REQUIRED ACTION:
Locate the lines of the listing below that hold "Lagos", then copy each of them.

DATASET CONTENT:

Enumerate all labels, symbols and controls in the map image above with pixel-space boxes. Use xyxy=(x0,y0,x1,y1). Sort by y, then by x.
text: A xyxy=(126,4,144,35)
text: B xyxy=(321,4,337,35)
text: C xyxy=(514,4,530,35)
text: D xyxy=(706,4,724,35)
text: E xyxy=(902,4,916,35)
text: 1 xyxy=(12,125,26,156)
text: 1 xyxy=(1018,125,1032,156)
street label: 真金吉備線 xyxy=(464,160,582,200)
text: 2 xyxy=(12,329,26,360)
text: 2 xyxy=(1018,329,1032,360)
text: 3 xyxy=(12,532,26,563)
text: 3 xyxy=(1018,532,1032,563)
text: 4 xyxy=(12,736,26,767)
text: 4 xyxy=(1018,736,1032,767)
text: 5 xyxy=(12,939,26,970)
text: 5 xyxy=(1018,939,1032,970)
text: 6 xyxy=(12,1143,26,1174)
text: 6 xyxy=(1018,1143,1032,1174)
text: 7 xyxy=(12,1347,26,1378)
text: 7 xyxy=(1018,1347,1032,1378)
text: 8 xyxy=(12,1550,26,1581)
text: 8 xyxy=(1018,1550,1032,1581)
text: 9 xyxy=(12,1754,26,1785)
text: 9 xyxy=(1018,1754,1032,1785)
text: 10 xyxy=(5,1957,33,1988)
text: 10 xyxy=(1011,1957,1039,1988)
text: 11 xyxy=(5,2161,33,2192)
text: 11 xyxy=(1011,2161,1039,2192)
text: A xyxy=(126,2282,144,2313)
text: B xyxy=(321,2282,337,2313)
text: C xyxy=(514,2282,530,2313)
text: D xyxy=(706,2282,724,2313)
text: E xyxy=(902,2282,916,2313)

--

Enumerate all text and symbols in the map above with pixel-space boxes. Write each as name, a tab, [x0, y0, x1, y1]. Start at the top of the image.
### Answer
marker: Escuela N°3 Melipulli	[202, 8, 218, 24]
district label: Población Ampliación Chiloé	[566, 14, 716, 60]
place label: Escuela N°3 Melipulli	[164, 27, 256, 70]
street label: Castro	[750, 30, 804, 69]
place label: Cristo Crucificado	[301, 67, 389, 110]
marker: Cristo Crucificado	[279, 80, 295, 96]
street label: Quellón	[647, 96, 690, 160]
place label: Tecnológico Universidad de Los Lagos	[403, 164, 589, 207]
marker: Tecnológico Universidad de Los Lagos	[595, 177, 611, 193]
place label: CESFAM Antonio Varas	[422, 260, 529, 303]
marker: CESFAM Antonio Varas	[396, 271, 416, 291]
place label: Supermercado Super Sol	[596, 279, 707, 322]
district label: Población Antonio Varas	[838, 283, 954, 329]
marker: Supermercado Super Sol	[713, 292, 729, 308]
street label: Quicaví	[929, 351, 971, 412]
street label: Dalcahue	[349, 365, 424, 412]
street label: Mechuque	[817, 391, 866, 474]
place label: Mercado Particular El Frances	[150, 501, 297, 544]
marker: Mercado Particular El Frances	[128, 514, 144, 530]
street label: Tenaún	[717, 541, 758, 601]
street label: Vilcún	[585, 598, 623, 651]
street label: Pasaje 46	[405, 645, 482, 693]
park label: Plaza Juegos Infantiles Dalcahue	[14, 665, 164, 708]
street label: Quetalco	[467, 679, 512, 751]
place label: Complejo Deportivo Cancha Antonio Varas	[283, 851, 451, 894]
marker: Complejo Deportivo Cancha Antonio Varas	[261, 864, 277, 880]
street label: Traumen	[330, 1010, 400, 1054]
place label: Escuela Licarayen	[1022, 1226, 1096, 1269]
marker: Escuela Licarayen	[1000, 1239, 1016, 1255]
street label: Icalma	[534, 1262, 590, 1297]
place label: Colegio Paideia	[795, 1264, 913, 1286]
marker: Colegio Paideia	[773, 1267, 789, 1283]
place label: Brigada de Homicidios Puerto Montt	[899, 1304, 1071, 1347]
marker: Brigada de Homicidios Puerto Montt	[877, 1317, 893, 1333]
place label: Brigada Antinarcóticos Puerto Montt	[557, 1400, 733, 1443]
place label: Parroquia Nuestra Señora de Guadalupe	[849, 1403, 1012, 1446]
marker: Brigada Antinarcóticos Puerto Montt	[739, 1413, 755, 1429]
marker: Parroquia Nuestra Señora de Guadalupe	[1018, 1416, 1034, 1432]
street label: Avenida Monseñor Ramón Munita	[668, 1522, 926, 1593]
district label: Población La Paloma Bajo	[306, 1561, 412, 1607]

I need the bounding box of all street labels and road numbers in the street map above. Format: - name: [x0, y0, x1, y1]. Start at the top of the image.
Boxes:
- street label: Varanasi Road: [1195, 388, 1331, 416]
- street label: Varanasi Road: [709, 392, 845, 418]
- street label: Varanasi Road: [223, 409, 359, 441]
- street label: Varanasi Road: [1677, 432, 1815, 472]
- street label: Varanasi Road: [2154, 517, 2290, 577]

--

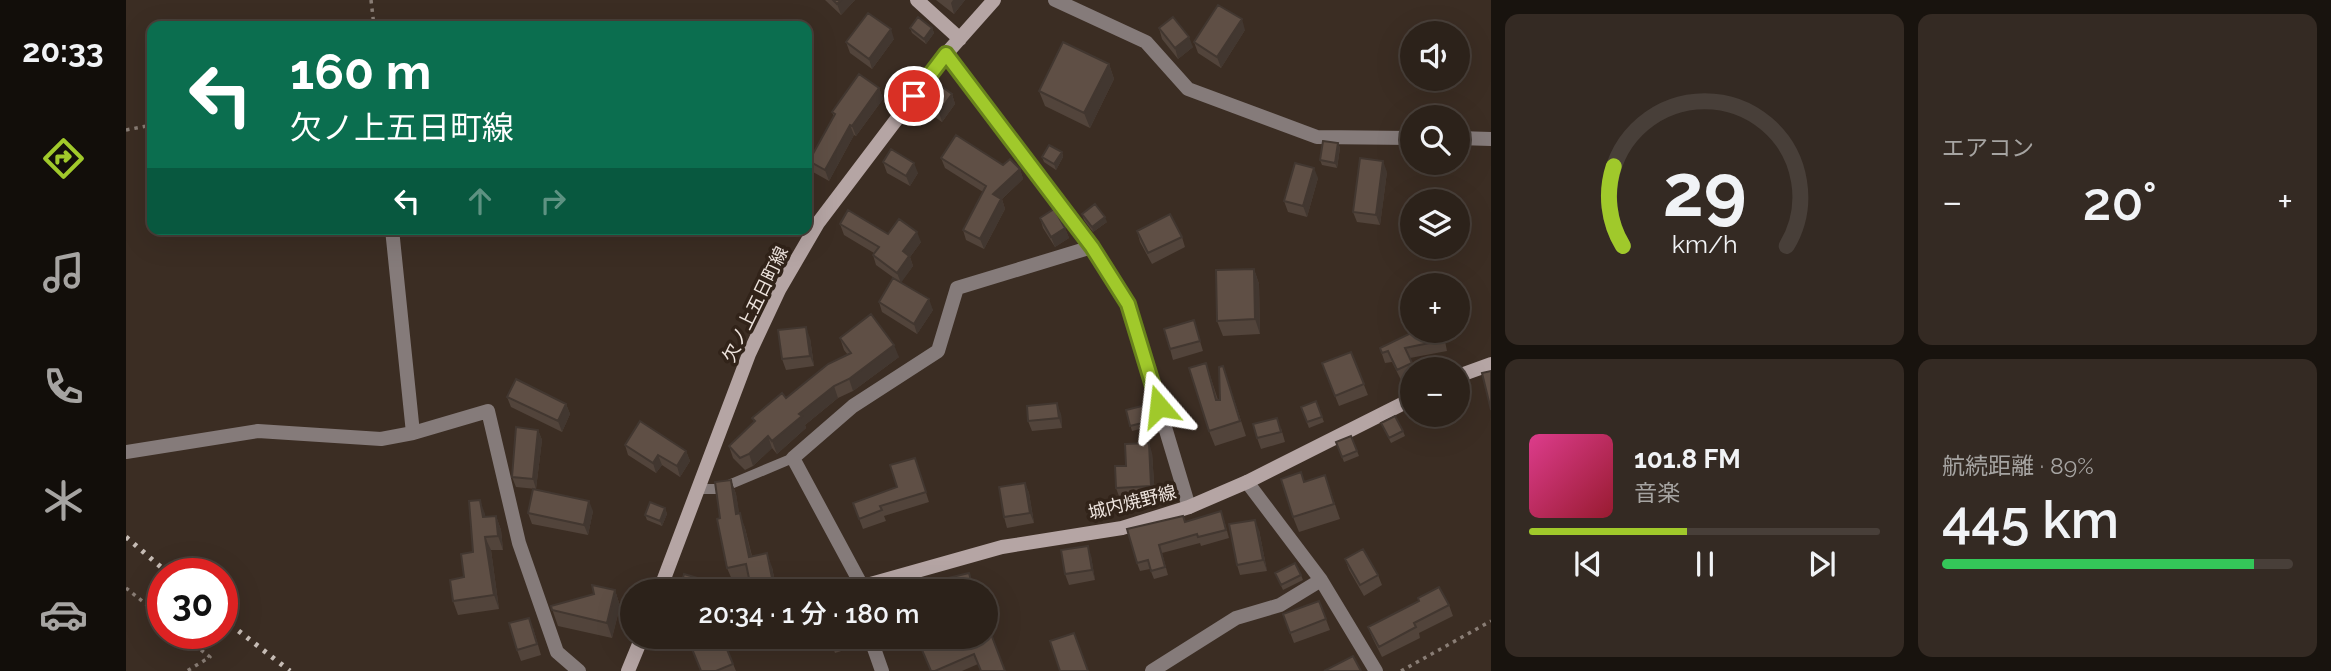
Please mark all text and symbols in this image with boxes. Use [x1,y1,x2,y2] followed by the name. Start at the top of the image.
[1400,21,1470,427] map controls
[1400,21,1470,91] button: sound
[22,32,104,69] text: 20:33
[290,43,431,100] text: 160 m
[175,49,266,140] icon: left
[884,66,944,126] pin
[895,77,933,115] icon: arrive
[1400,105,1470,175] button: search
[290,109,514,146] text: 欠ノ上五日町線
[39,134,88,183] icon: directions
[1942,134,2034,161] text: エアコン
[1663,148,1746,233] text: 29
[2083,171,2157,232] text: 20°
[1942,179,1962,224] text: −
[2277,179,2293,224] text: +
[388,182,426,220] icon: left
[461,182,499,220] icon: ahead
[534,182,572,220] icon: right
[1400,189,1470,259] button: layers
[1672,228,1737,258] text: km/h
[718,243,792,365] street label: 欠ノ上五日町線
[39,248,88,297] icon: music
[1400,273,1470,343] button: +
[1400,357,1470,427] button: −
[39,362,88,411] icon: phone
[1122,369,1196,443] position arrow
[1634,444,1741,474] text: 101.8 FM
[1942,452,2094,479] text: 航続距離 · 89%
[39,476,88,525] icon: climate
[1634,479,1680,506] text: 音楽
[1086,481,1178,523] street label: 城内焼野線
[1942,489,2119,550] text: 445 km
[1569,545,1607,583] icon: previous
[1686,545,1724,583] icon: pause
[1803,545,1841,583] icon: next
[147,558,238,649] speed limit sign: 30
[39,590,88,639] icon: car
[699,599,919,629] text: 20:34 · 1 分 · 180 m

EXERCISE OUTPUT:
place label: Tecnológico Universidad de Los Lagos	[403, 164, 589, 207]
marker: Tecnológico Universidad de Los Lagos	[595, 177, 611, 193]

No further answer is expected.